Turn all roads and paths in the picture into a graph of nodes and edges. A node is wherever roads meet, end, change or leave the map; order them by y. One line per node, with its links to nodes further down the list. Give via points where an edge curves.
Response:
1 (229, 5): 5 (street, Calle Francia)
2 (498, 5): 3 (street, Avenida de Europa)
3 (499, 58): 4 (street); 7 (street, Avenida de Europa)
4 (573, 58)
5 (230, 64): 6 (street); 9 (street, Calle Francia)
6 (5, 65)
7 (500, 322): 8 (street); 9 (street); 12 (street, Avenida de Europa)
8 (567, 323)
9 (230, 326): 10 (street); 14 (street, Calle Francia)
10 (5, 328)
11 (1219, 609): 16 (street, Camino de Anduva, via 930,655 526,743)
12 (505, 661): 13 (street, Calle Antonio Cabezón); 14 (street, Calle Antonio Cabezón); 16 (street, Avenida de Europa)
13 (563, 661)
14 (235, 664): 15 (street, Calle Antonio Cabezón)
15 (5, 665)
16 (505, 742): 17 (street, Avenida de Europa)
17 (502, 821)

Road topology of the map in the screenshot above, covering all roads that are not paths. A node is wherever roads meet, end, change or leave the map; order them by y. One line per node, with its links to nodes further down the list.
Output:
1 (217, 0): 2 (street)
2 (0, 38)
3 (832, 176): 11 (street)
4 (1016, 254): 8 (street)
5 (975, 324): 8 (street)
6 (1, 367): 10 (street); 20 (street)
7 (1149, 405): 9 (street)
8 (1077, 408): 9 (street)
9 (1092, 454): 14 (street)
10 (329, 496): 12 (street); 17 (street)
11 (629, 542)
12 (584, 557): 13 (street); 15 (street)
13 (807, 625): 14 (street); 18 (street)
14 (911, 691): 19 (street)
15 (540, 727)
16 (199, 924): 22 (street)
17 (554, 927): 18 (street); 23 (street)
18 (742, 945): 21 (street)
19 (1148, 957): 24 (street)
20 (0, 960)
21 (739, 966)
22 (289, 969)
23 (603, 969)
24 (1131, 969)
________
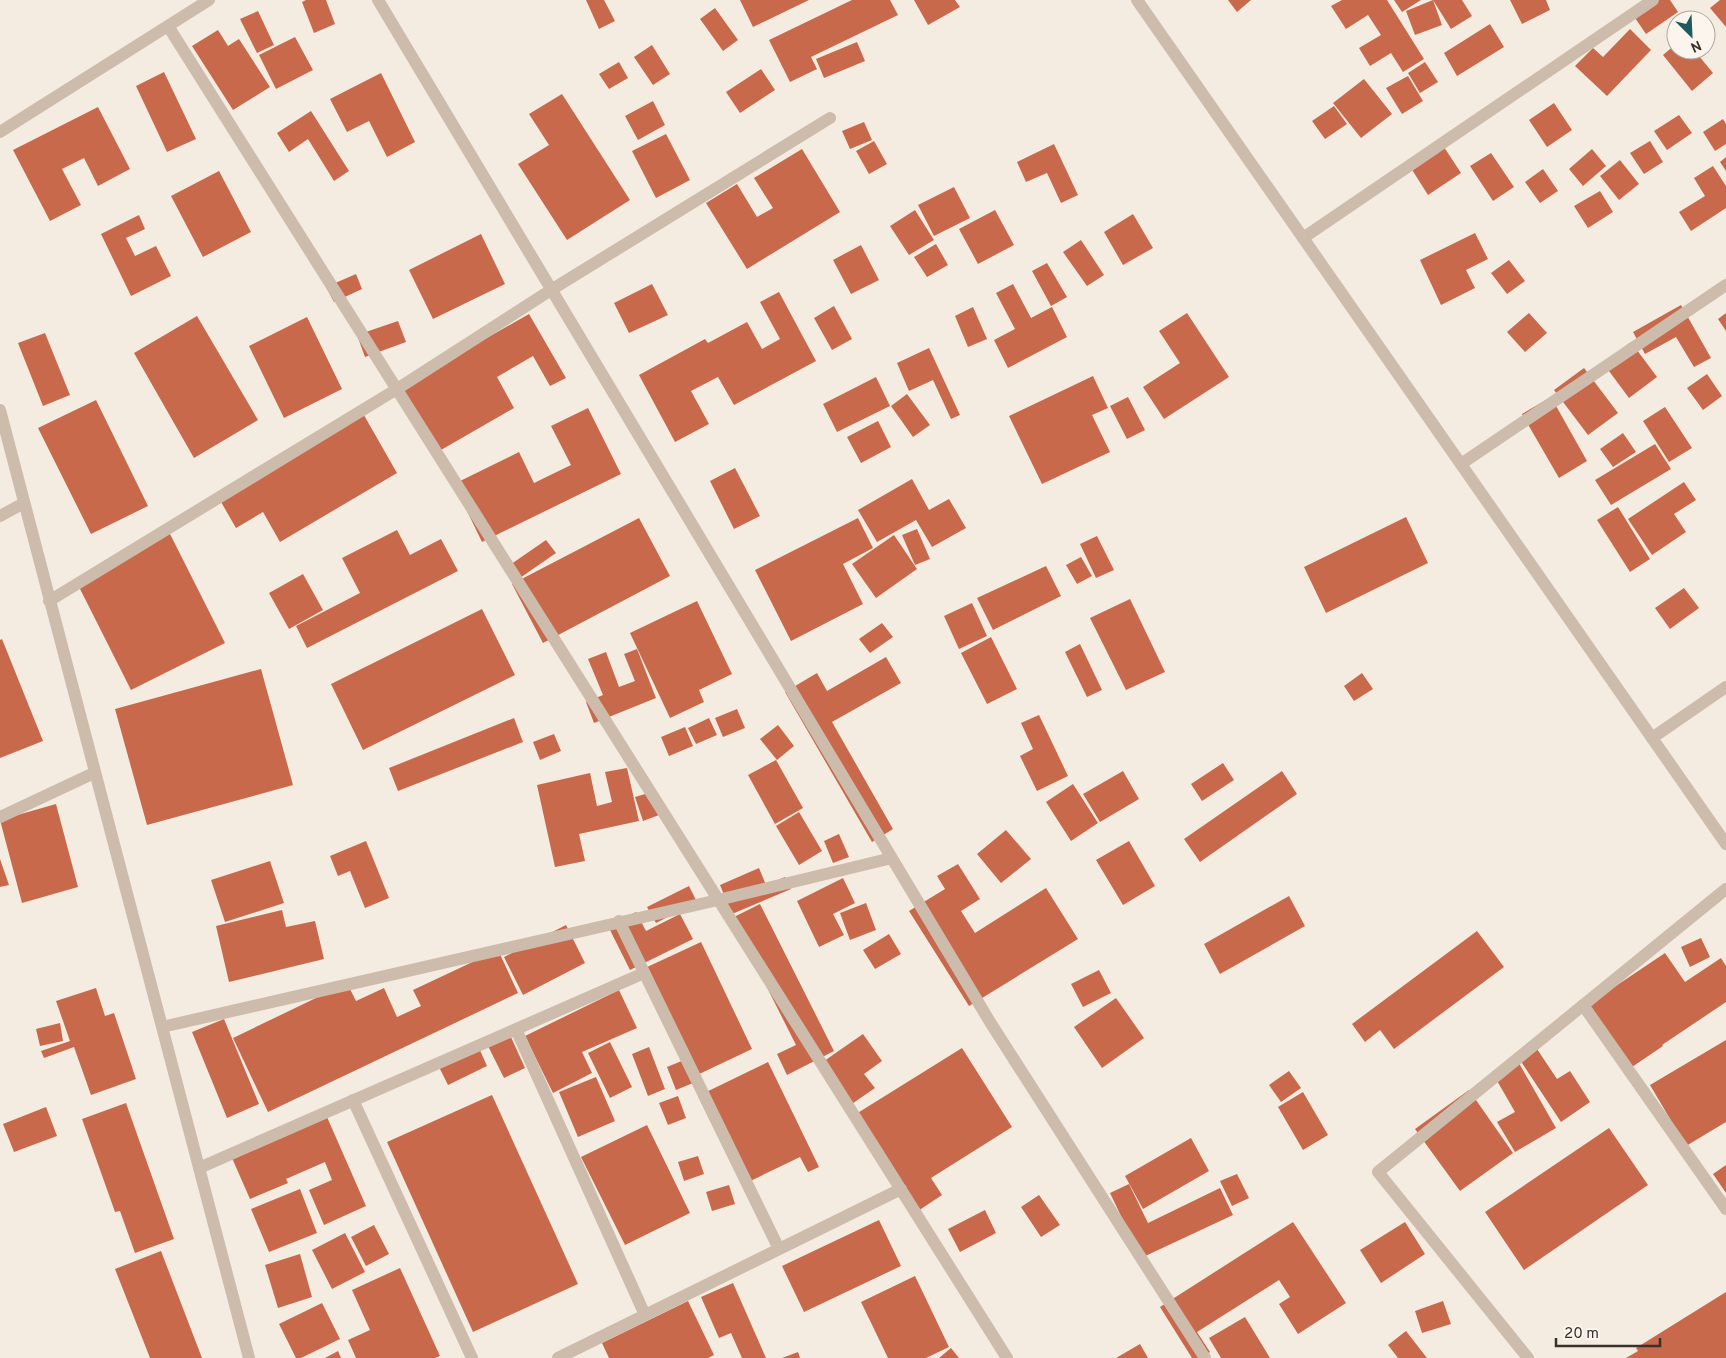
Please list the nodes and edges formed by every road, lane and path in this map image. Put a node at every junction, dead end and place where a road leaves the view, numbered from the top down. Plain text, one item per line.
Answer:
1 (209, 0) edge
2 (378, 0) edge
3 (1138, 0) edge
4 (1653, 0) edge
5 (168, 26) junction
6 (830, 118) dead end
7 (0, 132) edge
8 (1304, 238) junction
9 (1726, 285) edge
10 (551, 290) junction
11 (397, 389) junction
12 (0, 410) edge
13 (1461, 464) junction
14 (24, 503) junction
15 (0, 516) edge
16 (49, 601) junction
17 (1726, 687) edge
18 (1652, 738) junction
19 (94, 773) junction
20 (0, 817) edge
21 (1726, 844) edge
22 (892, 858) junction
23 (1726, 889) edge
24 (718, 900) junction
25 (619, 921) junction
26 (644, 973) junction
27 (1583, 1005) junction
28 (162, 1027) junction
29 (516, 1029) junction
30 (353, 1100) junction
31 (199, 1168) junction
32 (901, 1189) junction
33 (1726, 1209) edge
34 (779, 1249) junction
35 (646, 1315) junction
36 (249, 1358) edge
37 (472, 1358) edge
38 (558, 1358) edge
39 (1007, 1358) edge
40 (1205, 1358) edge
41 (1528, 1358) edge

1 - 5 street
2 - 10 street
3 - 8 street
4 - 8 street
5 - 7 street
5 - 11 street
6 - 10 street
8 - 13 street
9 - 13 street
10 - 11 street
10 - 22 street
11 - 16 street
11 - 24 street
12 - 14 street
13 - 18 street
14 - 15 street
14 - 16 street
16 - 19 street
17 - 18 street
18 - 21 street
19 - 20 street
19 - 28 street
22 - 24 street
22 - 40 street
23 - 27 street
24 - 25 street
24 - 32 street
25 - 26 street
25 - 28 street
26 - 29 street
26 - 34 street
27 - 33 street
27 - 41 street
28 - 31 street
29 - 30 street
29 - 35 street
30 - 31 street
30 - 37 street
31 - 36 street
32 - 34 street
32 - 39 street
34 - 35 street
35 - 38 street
________
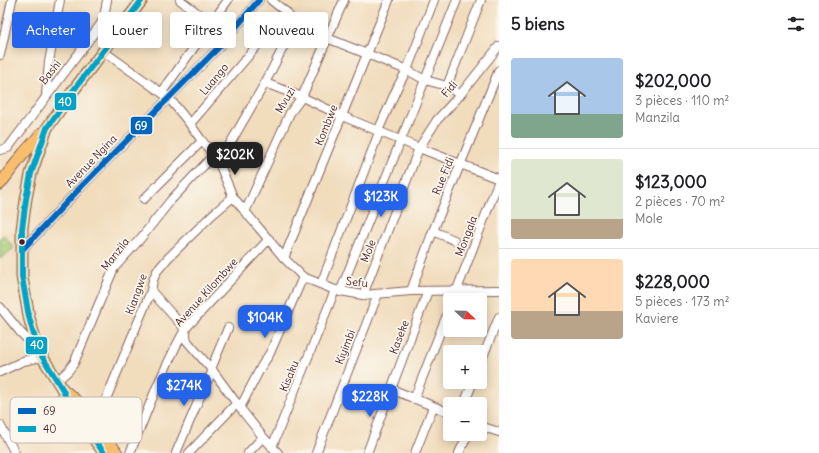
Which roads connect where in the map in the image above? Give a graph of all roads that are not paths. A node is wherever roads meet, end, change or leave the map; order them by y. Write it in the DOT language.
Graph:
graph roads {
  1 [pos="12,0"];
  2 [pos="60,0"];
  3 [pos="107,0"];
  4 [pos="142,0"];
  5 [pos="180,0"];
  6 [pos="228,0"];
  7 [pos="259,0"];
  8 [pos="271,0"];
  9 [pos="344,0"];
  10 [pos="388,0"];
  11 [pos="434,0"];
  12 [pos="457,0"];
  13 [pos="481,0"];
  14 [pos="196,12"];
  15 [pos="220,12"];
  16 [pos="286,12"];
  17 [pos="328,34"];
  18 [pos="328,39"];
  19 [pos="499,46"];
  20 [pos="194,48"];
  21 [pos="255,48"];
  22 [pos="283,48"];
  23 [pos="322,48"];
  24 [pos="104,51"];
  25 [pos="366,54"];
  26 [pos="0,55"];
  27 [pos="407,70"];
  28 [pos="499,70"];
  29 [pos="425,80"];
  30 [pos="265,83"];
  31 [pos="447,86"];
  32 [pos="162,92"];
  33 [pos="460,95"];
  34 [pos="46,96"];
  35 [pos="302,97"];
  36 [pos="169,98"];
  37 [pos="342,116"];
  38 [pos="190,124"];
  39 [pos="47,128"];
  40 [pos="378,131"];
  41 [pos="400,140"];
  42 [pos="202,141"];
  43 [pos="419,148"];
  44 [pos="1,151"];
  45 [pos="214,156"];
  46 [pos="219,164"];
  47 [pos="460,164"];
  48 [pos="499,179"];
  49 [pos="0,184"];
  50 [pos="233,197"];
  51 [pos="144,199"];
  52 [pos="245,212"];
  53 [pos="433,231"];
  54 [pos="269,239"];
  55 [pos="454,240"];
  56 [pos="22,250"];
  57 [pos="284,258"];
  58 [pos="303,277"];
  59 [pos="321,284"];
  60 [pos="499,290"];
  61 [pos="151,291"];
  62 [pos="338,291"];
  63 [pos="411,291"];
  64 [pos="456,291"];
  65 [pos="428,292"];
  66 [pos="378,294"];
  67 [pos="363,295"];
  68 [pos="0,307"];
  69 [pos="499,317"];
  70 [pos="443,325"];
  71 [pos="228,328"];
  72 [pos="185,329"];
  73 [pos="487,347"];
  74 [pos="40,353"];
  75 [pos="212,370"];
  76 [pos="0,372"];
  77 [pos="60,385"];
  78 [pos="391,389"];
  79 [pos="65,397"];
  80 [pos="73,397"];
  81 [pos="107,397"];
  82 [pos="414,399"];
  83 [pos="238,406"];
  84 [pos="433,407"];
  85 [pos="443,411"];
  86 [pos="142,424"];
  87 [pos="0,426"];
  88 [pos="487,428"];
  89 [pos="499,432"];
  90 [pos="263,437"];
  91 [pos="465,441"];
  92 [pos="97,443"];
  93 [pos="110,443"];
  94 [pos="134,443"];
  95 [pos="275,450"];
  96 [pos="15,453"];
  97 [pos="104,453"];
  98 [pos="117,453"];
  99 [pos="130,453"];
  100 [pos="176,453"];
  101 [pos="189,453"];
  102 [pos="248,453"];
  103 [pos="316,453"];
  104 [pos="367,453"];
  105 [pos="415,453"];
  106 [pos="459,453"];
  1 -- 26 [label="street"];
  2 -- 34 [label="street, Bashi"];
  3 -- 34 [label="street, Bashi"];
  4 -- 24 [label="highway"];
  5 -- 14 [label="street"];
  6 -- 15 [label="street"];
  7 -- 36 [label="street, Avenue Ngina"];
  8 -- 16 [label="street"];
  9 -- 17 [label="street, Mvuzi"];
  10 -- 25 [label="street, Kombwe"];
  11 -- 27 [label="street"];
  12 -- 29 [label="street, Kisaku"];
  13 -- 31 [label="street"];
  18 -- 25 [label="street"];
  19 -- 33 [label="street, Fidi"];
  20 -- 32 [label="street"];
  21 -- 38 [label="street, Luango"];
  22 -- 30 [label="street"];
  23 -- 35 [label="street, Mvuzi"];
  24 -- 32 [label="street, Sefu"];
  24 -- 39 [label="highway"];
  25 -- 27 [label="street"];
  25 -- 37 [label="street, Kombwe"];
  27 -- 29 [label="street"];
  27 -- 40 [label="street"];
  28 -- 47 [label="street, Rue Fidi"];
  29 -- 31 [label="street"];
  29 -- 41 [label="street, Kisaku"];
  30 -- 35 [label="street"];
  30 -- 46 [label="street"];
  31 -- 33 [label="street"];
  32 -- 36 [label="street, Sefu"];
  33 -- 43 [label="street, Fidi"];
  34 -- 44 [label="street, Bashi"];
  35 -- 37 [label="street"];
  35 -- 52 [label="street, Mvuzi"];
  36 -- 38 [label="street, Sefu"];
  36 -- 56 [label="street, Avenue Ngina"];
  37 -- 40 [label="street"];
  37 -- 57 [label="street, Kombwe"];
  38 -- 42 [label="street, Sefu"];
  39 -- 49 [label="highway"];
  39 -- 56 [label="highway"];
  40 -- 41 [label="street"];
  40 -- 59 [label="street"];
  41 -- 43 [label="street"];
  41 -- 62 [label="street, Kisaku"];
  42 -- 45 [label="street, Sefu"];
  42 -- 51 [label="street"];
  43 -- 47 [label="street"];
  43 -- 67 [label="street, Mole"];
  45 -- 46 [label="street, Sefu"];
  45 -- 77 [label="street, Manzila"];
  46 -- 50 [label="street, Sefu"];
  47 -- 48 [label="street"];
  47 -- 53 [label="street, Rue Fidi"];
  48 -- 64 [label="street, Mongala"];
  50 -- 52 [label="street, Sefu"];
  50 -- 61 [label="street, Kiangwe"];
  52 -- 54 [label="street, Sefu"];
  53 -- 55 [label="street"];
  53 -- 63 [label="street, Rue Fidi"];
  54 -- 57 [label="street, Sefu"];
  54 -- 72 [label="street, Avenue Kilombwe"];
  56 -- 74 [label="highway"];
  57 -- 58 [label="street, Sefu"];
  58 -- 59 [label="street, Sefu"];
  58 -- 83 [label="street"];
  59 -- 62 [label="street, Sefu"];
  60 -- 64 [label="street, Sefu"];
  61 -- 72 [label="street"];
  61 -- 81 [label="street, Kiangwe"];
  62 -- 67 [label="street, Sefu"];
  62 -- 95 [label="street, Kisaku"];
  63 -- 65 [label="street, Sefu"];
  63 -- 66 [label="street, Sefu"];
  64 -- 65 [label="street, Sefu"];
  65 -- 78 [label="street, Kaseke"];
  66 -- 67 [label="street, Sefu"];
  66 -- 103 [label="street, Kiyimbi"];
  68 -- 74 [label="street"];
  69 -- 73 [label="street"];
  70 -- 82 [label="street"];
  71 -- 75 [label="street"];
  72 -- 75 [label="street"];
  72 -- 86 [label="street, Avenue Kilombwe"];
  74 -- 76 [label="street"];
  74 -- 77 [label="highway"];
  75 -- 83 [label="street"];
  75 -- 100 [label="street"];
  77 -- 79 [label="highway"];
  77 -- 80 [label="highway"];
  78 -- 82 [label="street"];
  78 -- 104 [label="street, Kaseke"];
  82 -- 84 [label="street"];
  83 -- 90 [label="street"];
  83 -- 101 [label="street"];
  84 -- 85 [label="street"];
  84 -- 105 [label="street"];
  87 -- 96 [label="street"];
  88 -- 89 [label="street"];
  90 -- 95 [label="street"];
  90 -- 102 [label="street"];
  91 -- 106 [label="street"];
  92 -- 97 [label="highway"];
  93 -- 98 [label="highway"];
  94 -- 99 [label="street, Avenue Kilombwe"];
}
________
EXERCISE AIM:
Locate the lines above that hold the word "paths". Show every one of them.

RESULT OF THIS TASK:
Turn all roads and paths in the picture into a graph of nodes and edges. A node is wherever roads meet, end, change or leave the map; order them by y. One line per node, with its links to nodes further down the list. Give via points where an edge curves.
Road topology of the map in the screenshot above, covering all roads that are not paths. A node is wherever roads meet, end, change or leave the map; order them by y. One line per node, with its links to nodes further down the list.
Which roads connect where in the map in the image above? Give a graph of all roads that are not paths. A node is wherever roads meet, end, change or leave the map; order them by y. Write it in the DOT language.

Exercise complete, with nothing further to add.